Aurizon Holdings Ltd (ASX: AZJ)

Aurizon is Australia’s largest rail freight operator. Although not directly affected by the consequences, rising oil prices can still impact fuel costs. Increased expenses could eat into Aurizon’s margins unless the company takes a hit for that or lets its clients pay for it. Either way, the stock could face severe pressure to sustain.

Dow Inc. is a major player in the chemical manufacturing space. Its business model is vulnerable to fluctuations in energy prices, especially since its petrochemical-based products heavily rely on the raw materials of oil and energy reserves.

 

Consumer goods sector

Higher oil prices also take a toll on consumer goods companies, especially those that primarily rely on plastic, packaging, or transportation to get their goods to market.

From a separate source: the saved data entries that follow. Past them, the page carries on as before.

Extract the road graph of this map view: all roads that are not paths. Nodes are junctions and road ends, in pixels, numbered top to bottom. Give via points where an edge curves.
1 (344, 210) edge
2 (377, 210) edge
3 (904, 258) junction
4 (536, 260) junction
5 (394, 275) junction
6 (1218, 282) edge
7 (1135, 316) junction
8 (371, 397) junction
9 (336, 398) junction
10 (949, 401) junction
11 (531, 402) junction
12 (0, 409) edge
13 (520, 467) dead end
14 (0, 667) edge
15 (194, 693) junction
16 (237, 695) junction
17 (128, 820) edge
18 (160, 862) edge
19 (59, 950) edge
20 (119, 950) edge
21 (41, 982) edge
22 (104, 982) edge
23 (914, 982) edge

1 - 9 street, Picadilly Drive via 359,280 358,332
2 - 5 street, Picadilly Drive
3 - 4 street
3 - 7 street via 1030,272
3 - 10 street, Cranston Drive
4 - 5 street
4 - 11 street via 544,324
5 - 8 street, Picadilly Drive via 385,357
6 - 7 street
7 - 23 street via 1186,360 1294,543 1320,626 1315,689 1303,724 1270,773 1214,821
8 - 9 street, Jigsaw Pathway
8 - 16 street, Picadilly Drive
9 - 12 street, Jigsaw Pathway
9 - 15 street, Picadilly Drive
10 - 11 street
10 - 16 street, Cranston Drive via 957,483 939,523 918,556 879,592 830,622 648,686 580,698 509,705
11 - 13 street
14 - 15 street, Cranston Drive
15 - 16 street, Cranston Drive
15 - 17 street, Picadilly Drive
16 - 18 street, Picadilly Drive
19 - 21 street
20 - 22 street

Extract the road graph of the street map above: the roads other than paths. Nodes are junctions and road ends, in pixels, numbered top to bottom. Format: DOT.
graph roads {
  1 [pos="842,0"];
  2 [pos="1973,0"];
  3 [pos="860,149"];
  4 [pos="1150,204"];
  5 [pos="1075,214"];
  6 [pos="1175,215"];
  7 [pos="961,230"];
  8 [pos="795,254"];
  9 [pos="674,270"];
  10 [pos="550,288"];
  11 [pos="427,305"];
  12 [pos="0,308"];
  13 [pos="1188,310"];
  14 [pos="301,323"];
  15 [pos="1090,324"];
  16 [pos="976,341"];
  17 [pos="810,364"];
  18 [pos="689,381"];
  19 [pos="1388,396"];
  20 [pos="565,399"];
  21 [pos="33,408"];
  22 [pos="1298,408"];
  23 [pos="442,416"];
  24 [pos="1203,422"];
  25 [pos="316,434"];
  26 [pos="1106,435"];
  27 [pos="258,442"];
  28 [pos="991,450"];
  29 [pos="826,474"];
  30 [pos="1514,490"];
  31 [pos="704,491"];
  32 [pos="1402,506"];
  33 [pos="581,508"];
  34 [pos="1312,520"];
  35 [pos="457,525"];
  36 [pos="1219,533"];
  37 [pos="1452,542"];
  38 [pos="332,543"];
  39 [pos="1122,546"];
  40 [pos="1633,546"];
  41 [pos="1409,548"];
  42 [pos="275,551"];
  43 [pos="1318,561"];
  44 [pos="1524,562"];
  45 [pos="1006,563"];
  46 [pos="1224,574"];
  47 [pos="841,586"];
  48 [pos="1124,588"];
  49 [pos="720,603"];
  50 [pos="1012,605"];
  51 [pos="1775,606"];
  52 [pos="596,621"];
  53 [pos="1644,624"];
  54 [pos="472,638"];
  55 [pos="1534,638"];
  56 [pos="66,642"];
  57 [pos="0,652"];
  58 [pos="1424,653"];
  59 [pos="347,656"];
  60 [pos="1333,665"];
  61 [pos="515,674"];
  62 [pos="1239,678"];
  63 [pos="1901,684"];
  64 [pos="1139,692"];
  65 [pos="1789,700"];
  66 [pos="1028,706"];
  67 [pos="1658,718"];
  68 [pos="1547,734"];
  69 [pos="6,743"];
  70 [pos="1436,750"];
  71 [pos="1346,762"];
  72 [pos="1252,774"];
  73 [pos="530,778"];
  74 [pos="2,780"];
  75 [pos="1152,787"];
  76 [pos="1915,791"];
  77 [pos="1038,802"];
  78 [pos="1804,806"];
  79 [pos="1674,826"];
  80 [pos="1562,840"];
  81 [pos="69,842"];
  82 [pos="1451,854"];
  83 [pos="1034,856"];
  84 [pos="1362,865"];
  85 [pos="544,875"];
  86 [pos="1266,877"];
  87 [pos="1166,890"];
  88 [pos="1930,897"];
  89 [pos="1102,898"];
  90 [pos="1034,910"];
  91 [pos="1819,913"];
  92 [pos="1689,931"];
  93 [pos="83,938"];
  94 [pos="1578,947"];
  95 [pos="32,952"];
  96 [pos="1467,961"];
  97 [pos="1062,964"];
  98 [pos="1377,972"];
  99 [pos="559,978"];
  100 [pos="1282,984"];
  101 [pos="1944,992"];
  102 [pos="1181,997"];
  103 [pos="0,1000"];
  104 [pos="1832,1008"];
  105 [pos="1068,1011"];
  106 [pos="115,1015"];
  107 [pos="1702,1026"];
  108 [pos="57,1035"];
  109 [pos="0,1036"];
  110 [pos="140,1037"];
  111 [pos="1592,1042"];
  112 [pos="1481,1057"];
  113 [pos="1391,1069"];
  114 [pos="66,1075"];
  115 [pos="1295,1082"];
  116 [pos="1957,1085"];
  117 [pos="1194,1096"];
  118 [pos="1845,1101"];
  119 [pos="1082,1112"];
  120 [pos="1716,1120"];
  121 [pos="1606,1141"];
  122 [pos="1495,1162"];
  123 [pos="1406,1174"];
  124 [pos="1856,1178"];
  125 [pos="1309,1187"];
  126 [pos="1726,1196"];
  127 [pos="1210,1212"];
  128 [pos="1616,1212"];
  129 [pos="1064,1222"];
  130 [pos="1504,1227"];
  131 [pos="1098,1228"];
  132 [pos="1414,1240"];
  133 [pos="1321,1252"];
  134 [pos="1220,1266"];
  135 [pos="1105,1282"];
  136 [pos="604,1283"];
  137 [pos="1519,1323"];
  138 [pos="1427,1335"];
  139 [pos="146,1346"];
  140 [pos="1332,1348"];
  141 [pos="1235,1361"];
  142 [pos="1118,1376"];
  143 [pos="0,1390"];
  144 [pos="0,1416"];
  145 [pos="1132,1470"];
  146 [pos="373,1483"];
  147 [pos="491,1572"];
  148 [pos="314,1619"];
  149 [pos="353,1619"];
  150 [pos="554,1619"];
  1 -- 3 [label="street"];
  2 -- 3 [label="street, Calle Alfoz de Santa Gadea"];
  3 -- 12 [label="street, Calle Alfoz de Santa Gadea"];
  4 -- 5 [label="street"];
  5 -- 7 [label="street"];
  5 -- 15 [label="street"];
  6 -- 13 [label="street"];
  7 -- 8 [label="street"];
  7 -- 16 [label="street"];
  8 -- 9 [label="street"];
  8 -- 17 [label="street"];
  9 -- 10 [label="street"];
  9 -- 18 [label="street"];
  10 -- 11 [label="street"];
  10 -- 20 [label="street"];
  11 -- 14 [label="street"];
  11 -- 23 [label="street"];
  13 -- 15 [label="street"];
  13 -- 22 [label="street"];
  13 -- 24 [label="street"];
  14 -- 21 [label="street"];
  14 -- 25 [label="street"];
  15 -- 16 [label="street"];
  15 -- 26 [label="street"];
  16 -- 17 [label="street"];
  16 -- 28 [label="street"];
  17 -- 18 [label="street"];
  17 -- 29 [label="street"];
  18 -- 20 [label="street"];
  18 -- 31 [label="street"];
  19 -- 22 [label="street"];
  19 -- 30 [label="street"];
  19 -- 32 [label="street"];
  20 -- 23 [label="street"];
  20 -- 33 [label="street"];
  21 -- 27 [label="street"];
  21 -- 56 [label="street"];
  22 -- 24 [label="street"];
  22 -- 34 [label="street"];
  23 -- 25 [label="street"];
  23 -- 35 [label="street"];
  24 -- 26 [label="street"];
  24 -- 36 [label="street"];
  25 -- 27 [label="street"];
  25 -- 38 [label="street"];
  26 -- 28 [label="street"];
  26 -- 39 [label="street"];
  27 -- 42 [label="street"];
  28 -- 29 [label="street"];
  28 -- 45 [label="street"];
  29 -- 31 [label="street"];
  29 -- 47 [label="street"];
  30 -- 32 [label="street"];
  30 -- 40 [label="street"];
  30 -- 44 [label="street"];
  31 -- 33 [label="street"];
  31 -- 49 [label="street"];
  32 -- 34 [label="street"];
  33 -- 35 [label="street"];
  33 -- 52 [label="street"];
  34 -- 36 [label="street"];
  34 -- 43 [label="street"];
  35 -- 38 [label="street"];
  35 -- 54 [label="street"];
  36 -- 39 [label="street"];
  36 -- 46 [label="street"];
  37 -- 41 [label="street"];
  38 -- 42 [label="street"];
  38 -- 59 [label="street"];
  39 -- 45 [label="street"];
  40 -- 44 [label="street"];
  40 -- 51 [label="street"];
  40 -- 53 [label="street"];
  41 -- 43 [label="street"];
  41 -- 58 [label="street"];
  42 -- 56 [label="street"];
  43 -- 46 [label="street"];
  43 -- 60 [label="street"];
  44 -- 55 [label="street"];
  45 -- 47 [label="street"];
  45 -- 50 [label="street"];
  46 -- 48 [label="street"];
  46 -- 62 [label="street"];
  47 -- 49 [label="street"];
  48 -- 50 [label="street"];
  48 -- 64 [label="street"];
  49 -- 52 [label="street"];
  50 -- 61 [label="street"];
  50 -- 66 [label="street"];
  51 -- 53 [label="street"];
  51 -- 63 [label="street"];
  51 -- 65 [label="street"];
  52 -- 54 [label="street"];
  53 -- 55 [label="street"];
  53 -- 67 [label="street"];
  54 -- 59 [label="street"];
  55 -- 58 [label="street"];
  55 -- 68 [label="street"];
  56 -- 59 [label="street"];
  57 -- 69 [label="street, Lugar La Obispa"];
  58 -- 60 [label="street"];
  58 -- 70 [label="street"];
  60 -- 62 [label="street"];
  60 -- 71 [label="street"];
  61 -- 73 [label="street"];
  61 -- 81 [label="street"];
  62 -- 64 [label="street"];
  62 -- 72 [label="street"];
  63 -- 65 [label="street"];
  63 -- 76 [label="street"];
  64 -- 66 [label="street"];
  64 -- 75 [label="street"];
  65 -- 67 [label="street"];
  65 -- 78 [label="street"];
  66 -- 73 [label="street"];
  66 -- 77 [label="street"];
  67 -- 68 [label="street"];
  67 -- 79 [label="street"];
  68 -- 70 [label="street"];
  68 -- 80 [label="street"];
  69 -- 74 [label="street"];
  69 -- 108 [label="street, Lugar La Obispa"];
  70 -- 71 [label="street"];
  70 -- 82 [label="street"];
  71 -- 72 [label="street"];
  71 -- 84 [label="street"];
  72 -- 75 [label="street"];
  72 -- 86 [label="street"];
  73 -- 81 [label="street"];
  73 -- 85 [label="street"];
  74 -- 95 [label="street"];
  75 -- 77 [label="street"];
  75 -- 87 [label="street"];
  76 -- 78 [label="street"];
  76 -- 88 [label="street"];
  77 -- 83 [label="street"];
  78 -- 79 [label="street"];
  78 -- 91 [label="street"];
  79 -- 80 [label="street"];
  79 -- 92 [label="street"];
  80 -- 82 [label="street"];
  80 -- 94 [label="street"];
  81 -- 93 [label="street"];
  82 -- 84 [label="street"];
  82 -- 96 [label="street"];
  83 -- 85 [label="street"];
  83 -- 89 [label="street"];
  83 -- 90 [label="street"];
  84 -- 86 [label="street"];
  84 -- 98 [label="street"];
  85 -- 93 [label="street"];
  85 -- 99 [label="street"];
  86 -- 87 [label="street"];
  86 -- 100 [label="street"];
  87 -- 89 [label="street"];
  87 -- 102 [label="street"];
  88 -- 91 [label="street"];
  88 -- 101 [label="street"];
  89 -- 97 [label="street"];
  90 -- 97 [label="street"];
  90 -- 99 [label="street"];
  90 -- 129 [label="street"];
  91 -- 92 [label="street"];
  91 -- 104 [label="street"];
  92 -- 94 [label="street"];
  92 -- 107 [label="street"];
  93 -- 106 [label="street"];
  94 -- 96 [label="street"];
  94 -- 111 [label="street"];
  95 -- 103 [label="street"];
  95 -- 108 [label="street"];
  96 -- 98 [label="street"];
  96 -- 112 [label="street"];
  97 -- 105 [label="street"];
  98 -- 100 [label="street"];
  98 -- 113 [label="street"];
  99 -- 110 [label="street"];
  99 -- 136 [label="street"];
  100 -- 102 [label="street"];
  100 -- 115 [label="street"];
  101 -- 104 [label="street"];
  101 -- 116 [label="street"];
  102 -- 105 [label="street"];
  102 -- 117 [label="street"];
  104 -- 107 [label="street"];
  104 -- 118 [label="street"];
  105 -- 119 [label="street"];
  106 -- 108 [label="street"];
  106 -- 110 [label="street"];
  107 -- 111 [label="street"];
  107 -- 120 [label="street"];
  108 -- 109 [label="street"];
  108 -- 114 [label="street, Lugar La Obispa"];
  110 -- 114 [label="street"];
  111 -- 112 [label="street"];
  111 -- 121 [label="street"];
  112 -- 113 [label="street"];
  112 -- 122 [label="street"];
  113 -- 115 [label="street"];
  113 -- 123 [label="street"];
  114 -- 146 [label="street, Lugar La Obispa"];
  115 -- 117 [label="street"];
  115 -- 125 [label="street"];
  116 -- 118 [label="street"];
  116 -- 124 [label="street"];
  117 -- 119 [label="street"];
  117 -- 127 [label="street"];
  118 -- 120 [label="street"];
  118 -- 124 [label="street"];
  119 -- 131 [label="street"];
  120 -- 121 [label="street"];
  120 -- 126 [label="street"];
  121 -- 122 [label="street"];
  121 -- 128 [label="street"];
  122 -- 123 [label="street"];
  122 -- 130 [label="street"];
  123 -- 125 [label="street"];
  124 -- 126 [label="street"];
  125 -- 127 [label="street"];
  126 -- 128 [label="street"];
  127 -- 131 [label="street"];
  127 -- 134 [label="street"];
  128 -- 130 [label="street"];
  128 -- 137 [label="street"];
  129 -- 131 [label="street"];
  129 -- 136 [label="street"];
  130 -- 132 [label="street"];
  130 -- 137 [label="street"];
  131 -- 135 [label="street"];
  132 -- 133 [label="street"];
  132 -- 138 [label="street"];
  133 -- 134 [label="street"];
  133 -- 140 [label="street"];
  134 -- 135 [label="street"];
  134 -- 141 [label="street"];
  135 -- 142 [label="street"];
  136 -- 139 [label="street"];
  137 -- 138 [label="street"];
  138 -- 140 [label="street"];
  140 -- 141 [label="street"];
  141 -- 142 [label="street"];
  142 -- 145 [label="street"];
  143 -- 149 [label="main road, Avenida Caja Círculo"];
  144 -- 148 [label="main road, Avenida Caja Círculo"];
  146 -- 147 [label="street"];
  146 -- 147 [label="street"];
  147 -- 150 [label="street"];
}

Coles Group Ltd (ASX: COL)

Rising oil prices have impacted almost all the major sectors including consumer goods as they have to manage their production costs. The company needs to mitigate rising fuel expenses otherwise their logistics unit will have to endure significant loss margins.

Woolsworths Group Ltd (ASX: WOW)

This company is prone to face higher distribution costs as fuel prices increase at an unprecedented rate. Mitigating this rise in oil means either letting it eat up their profit margins or passing it onto their consumers by risking their demand ultimately.

 

Conclusion

Rising oil prices due to the increasing conflicts between Israel and Iran will impact various stocks in different sectors. Energy companies like Woodside, Santos, and Beach Energy stand to benefit from higher revenues, while industries reliant on fuel such as airlines, transportation, and manufacturing may face challenges due to rising costs. The companies will have to mitigate this by carefully evaluating alternatives to sustain. And when geopolitical issues like this pertain it is essential to understand the dynamics to run the businesses better.